La saga continuó durante todo un año aumentando su truculencia con cada delito. No contento con ultimar custodios circunstanciales, el asesino ejecutó a su cómplice, y luego le disparó a quemarropa a un bebé de pocos meses que milagrosamente salvó su vida. El término no era aún habitual pero Argentina, siempre a la vanguardia, tenía su propio asesino serial. Las teorías, que hicieron las delicias de la crónica roja, llevaban a pensar en un ser torvo, de perfil lombrosiano, probablemente tan deforme físicamente como lo era moralmente. Un Hannibal avant la Lecter. Cuando cayó, las expectativas más morbosas fueron superadas por la realidad. El asesino era un adolescente cuya belleza pendulaba entre la de Marilyn Monroe y la del Tadzio de Muerte en Venecia de Visconti que se estrenaría ese año. Se llamaba Carlos Eduardo Robledo Puch, tenía 20 años recién cumplidos y pasó a ser conocido como El ángel negro o El ángel de la muerte.

La historia presenta un desafío inicial para su rendimiento cinematográfico. El criminal no arrastra un pasado disfuncional, si exceptuamos la distancia que su padre guardaba y que dio pie a dudas, nunca probadas sobre su paternidad. En términos generales, el niño era un producto típico de la vapuleada clase media argentina, hijo único, solitario y mal estudiante, dado a aventuras bohemias y tentado por el dinero fácil y la rapidez de carros y motos a los que no podía acceder.

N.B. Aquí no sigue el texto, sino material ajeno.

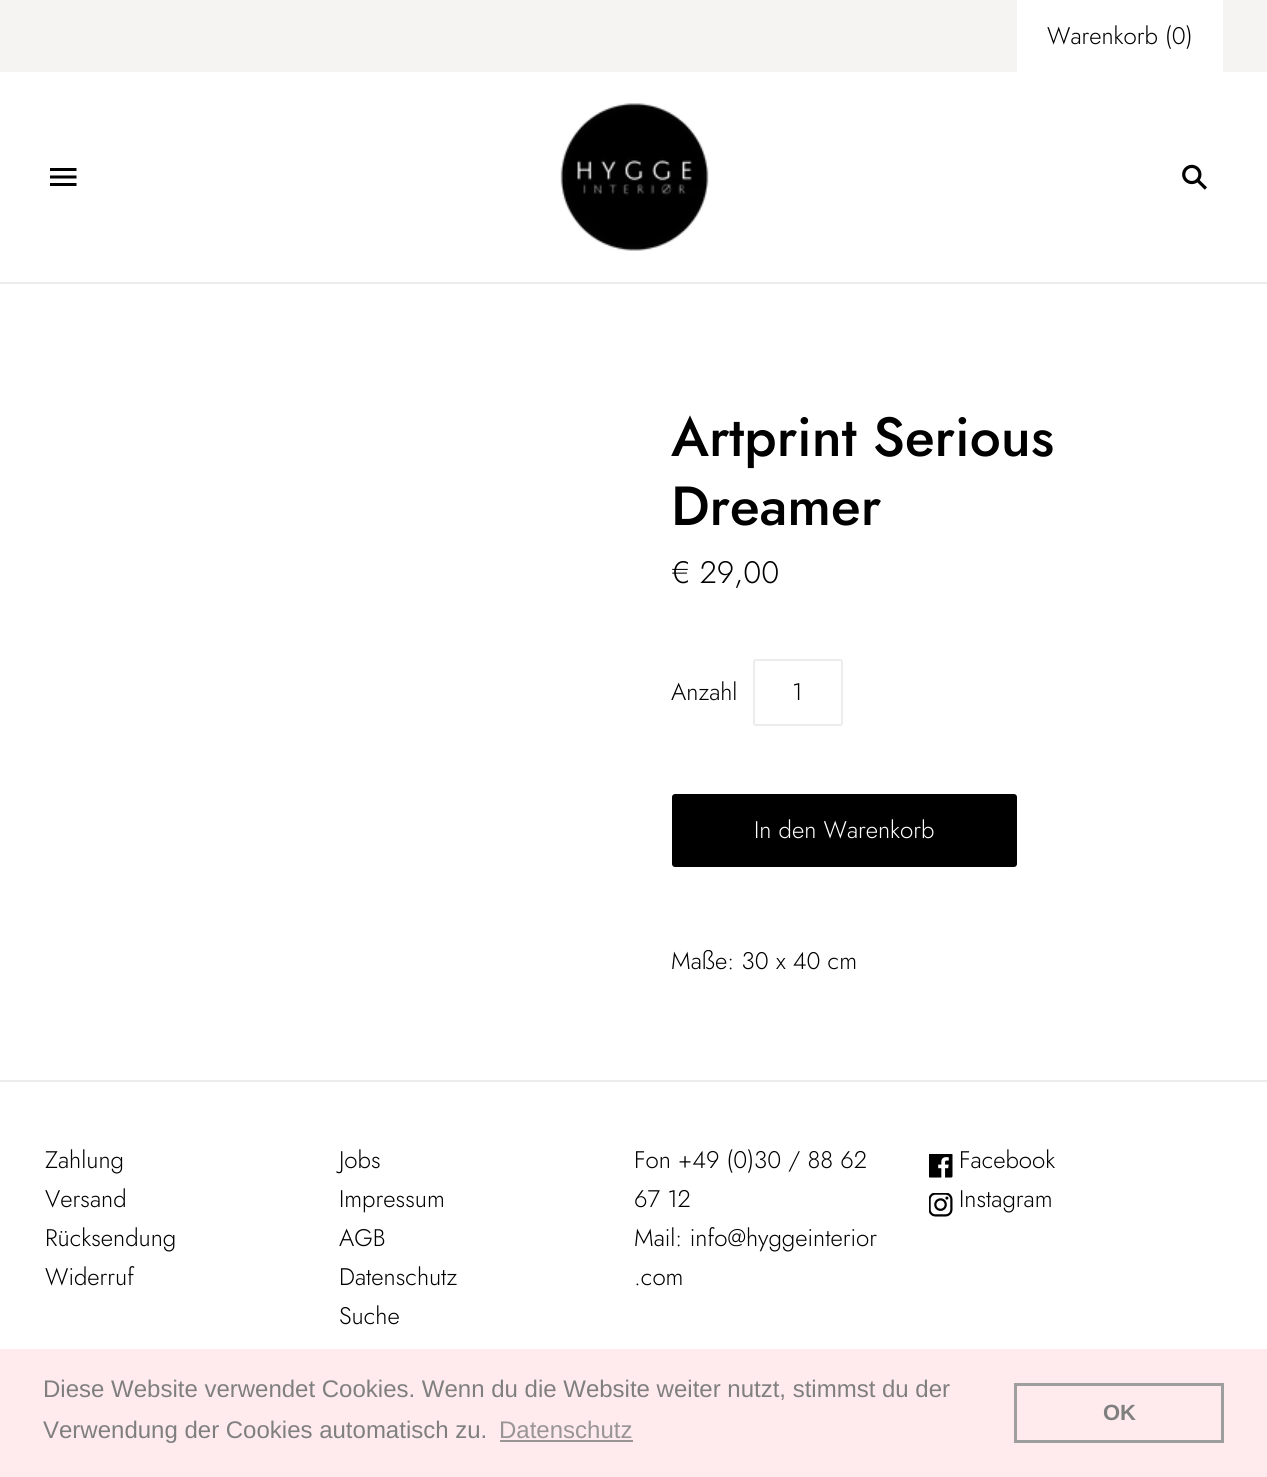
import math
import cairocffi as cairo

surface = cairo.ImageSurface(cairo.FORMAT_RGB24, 1267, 1477)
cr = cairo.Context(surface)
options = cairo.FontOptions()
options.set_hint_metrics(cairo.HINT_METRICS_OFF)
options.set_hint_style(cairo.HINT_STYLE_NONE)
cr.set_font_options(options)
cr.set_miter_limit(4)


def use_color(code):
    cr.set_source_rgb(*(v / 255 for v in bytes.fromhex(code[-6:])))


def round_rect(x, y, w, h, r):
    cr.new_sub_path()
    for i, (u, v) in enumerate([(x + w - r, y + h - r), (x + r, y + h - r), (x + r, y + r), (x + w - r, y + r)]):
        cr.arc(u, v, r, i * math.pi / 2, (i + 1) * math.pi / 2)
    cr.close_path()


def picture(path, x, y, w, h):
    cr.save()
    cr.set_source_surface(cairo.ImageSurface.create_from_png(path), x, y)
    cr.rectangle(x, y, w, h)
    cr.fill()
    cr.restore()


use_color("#ffffff")
cr.paint()
use_color("#edecea")
cr.rectangle(0, 282, 1267, 2)
cr.fill()
use_color("#f5f4f2")
cr.rectangle(0, 0, 1267, 72)
cr.fill()
use_color("#ffffff")
cr.rectangle(1017, 0, 206, 72)
cr.fill()
cr.select_font_face("Jost Light")
cr.set_font_size(24)
use_color("#000000")
cr.move_to(1047, 44)
cr.show_text("Warenkorb (0)")
picture("img1.png", 50, 168, 27, 18)
picture("img2.png", 560, 103, 149, 148)
picture("img3.png", 1182, 164, 25, 26)
cr.select_font_face("Jost Medium")
cr.set_font_size(55)
cr.move_to(671, 456)
cr.show_text("Artprint Serious")
cr.move_to(671, 525)
cr.show_text("Dreamer")
cr.select_font_face("Jost Light")
cr.set_font_size(31)
cr.move_to(671, 583)
cr.show_text("€ 29,00")
cr.set_font_size(24)
cr.move_to(671, 700)
cr.show_text("Anzahl")
round_rect(754, 660, 88, 65, 2)
use_color("#edecea")
cr.stroke()
use_color("#000000")
cr.move_to(792, 700)
cr.show_text("1")
round_rect(672, 794, 345, 73, 3)
cr.fill()
use_color("#ffffff")
cr.move_to(754, 838)
cr.show_text("In den Warenkorb")
use_color("#000000")
cr.move_to(671, 969)
cr.show_text("Maße: 30 x 40 cm")
use_color("#edecea")
cr.rectangle(0, 1080, 1267, 2)
cr.fill()
use_color("#000000")
cr.move_to(45, 1168)
cr.show_text("Zahlung")
cr.move_to(45, 1207)
cr.show_text("Versand")
cr.move_to(45, 1246)
cr.show_text("Rücksendung")
cr.move_to(45, 1285)
cr.show_text("Widerruf")
cr.move_to(339, 1168)
cr.show_text("Jobs")
cr.move_to(339, 1207)
cr.show_text("Impressum")
cr.move_to(339, 1246)
cr.show_text("AGB")
cr.move_to(339, 1285)
cr.show_text("Datenschutz")
cr.move_to(339, 1324)
cr.show_text("Suche")
cr.move_to(634, 1168)
cr.show_text("Fon +49 (0)30 / 88 62")
cr.move_to(634, 1207)
cr.show_text("67 12")
cr.move_to(634, 1246)
cr.show_text("Mail: info@hyggeinterior")
cr.move_to(634, 1285)
cr.show_text(".com")
picture("img4.png", 929, 1154, 24, 24)
cr.move_to(959, 1168)
cr.show_text("Facebook")
picture("img5.png", 929, 1193, 24, 24)
cr.move_to(959, 1207)
cr.show_text("Instagram")
use_color("#ffebee")
cr.rectangle(0, 1349, 1267, 128)
cr.fill()
cr.select_font_face("Liberation Sans")
use_color("#7f7f7f")
cr.move_to(43, 1397)
cr.show_text("Diese Website verwendet Cookies. Wenn du die Website weiter nutzt, stimmst du der")
cr.move_to(43, 1438)
cr.show_text("Verwendung der Cookies automatisch zu.")
use_color("#999595")
cr.move_to(499, 1438)
cr.show_text("Datenschutz")
cr.rectangle(500, 1440, 133, 2)
cr.fill()
cr.rectangle(1015.5, 1384.5, 207, 57)
use_color("#9e9e9e")
cr.set_line_width(3)
cr.stroke()
cr.select_font_face("Liberation Sans", cairo.FONT_SLANT_NORMAL, cairo.FONT_WEIGHT_BOLD)
cr.set_font_size(22)
use_color("#7f7f7f")
cr.move_to(1103, 1420)
cr.show_text("OK")
surface.write_to_png("result.png")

El libreto sortea bien ese primer escollo. El ángel es un criminal sin más motivo que su frivolidad y la escalada criminal se va encadenando de manera lógica, en un juego de contrastes que va desde la tibia sobreprotección de la madre a las malas juntas y la fascinación por las armas y el delito. A partir de ahí, el libreto va acumulando los hechos con una precisión digna del mejor cine negro americano, tensando la dialéctica antes mencionada. De un lado, la atmósfera gris y estable de un barrio de clase media argentina, por el otro, el doble poder ruptural del asesino: el de su belleza angelical que camufla una pulsión de muerte y una insaciable capacidad de crueldad.

A diferencia de un criminal común –si es que acaso es común un criminal–, un sociópata carece de móvil. En el caso de Ángel (la película apenas lo llamará por su nombre en una de las últimas escenas) hay un móvil aparente, pero esos pequeños delitos de robagallinas no guardan ninguna proporción con la violencia innecesaria en la cual el protagonista se regodea. No hay otra forma de describir esa distancia que con la frialdad con la cual la cinta describe esos asesinatos y esa falta de opinión, esa meticulosidad con la que la historia es narrada. Porque el libreto se inspira en un libro excelente, El ángel negro de Rodolfo Palacios (quien también firma el guion), en el cual el autor confiesa la fascinación que el personaje, hoy de 69 años, condenado a cadena perpetua, ejerció sobre él y sobre los involucrados en su aprehensión.

Parte de esa fascinación que deriva de la incongruencia entre maldad y belleza, identidad sexual indefinida, pasión por su defensa y confesión despreocupada de sus crímenes permea un filme fascinante, que recrea la muy lejana década en la cual los demonios todavía no se habían soltado. Porque curiosamente, en una época en la cual todo estaba teñido de política, el caso Robledo Puch es un compartimento aislado de la sociedad, por su propia y muy peculiar rareza. El ángel es un ser totalmente aislado del mundo porque su alteridad está formada por esa aleación más propia de la literatura fantástica que de la crónica policial: la pulsión de muerte envuelta en la finura de sus rasgos. La película sabe respetar esa distancia, lo cual le permite evitar regodearse en los detalles más morbosos y evitar el sensacionalismo fácil que el affaire prometía. Un excelente policial del Sur con una muy buena reconstrucción de época.

El ángel. Argentina – España. 2018. Director: Luis Ortega. Con Lorenzo Ferro, Cecilia Roth, Chino Darín.